> [About this exercise]: Go through the entries and tally the lines containing the word "Delano". Only the total is wanted.

[Items listed in a dataset]
■ ■ ■

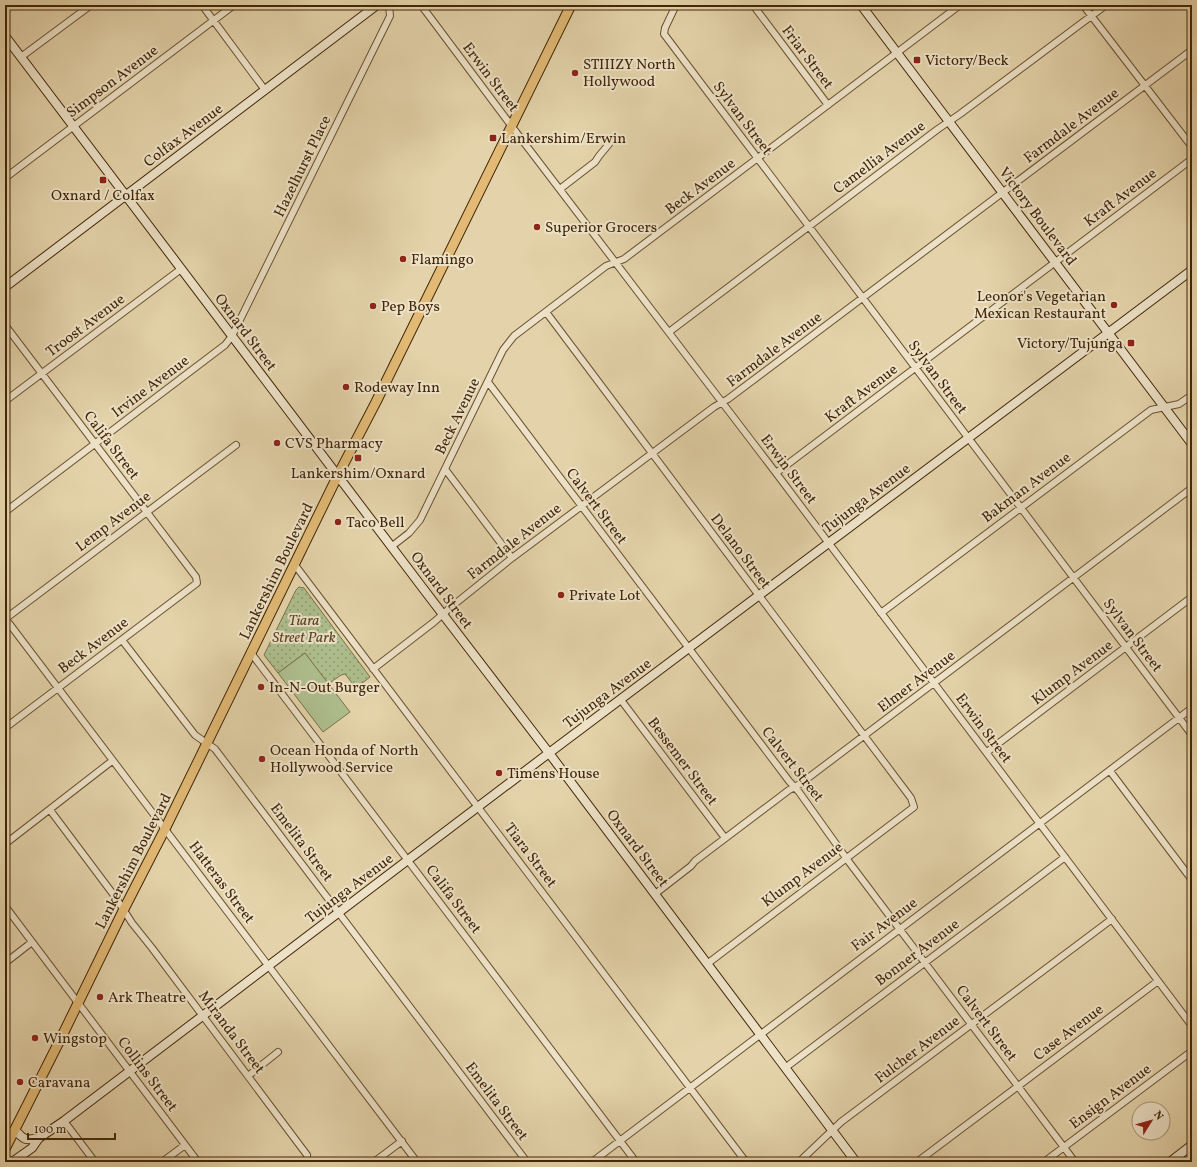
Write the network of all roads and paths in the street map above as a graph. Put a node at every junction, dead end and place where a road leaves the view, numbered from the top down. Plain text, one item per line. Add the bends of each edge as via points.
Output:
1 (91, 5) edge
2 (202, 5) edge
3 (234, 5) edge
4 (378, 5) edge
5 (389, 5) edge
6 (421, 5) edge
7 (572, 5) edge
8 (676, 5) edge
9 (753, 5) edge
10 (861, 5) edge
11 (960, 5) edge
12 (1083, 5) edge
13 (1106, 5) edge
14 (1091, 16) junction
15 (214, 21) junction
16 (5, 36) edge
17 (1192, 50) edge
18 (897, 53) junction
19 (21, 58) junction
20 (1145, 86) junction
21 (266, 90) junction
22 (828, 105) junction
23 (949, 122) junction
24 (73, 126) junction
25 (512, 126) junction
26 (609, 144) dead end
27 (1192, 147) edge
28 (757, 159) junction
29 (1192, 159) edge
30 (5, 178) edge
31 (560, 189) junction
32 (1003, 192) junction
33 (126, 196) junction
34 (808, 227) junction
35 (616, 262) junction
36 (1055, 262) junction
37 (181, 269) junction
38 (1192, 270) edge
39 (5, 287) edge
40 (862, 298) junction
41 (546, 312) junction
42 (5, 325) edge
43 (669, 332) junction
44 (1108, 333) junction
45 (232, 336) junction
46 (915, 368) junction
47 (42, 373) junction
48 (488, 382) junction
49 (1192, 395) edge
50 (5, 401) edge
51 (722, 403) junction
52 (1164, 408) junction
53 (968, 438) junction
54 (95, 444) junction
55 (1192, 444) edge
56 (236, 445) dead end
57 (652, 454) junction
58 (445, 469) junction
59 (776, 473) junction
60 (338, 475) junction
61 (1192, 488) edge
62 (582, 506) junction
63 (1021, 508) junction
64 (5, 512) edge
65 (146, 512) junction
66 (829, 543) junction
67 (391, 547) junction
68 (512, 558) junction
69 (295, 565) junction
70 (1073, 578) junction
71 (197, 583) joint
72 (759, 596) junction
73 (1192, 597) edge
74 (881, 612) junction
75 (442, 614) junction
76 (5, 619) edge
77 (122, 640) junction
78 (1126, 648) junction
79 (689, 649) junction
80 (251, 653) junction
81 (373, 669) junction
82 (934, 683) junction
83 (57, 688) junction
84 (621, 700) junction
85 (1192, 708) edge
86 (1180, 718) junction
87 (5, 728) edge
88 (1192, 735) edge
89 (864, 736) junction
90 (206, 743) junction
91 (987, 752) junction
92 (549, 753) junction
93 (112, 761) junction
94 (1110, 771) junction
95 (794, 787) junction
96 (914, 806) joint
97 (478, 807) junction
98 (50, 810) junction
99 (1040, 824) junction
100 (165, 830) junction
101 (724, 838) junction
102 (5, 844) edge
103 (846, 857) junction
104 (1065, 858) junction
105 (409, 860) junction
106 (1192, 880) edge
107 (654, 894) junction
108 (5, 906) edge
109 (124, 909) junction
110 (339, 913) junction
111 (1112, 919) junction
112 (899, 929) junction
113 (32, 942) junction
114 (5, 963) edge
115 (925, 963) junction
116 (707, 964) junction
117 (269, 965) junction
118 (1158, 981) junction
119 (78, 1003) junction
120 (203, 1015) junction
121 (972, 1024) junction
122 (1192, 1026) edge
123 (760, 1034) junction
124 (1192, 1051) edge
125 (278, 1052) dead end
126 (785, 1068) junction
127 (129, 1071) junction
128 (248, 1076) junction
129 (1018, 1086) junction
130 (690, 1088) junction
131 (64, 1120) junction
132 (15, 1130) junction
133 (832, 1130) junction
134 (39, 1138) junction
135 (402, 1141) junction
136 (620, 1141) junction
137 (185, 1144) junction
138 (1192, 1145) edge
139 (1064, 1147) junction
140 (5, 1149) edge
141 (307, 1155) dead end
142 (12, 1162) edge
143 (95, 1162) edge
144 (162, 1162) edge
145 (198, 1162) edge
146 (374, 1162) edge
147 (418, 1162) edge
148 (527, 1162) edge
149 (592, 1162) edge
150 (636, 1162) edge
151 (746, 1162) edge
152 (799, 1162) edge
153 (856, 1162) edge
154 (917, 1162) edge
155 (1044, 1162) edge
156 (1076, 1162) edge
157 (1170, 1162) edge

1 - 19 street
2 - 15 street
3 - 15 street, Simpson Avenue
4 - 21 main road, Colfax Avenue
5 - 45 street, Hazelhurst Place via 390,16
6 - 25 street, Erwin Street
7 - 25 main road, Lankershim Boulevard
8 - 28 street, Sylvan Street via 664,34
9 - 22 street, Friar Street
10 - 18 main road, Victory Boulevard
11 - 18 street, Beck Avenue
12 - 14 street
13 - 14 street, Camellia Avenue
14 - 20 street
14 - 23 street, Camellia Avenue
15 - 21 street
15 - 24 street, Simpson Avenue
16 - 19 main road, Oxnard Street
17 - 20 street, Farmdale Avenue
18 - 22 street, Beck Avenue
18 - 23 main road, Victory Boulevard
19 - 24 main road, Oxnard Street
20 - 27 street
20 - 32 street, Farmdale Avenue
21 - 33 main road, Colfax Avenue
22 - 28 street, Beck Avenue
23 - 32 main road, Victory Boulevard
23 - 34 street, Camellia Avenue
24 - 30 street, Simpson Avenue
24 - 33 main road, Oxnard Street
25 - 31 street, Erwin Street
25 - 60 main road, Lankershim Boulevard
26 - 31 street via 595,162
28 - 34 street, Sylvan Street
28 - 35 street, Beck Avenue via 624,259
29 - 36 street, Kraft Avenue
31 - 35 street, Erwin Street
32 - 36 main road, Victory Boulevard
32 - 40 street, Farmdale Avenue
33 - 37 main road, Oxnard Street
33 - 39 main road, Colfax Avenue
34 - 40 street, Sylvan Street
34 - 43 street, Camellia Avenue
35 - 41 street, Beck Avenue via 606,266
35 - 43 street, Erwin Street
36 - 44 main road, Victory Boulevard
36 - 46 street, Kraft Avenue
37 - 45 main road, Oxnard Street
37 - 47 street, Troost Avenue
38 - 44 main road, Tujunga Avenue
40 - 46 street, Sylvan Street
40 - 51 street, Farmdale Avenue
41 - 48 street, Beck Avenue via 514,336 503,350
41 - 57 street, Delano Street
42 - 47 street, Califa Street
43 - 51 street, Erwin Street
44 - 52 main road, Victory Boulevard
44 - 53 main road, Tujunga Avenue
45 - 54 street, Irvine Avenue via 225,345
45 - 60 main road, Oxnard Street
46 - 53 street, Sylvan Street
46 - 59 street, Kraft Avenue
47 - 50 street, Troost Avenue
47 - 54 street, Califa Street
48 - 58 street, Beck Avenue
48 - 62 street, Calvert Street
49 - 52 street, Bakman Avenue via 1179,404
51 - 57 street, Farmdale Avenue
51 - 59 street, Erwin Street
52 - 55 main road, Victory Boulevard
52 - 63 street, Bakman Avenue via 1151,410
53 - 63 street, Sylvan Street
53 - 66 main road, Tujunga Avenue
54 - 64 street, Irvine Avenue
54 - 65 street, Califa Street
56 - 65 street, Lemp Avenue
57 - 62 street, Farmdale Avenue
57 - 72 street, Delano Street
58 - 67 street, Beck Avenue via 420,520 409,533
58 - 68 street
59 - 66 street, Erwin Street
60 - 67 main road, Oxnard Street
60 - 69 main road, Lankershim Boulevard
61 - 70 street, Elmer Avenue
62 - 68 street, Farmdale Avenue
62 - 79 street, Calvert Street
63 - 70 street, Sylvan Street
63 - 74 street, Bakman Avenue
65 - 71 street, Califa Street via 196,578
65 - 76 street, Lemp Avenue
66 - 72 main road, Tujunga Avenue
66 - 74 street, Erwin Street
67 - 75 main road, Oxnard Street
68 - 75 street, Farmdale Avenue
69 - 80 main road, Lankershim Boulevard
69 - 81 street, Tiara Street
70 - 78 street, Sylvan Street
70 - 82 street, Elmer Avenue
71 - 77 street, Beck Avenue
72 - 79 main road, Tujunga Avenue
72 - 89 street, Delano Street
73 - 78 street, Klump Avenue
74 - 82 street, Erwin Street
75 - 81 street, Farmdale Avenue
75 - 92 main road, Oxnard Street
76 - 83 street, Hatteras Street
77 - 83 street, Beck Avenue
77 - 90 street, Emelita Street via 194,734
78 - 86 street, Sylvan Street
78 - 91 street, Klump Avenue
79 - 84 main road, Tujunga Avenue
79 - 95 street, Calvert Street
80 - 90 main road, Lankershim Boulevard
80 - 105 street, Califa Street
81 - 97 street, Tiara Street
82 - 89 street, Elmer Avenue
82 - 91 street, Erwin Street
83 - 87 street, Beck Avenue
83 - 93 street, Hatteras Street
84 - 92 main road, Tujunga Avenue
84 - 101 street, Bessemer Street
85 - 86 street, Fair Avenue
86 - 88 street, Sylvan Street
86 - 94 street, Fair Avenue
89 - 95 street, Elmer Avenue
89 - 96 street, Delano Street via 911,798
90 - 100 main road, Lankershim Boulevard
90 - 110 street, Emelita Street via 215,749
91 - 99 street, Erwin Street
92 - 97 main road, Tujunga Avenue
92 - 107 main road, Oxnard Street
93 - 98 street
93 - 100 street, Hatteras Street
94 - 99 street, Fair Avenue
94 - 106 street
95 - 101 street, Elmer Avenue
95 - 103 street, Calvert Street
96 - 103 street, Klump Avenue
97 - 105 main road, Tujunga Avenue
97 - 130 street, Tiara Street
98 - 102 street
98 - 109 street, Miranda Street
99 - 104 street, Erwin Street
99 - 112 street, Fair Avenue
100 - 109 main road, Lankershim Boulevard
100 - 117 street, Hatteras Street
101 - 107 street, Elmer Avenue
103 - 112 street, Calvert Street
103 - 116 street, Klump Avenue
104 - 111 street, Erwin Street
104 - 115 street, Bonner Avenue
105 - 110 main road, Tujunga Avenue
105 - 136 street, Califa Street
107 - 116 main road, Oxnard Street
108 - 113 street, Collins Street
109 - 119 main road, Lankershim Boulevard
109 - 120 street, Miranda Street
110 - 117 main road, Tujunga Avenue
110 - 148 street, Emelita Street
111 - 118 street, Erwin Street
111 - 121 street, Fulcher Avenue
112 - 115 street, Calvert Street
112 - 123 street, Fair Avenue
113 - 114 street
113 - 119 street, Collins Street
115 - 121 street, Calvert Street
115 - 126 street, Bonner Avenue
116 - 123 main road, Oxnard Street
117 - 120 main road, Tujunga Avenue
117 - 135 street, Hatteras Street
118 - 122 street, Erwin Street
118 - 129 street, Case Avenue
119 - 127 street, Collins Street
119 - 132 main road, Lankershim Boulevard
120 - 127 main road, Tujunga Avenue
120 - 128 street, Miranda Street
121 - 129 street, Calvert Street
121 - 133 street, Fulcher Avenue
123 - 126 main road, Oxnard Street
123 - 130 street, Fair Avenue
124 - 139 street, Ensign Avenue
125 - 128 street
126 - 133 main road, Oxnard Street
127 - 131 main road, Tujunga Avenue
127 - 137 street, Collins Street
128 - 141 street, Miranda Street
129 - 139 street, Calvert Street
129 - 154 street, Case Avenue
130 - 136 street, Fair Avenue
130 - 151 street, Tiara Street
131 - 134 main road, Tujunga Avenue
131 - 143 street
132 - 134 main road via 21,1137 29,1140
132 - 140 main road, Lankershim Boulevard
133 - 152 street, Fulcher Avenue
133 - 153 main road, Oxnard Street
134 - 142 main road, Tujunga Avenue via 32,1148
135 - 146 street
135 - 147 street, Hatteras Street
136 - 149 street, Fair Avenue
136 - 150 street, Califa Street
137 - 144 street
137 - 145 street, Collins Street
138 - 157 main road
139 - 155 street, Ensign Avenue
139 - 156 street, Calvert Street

■ ■ ■

> [Output of the task]: 4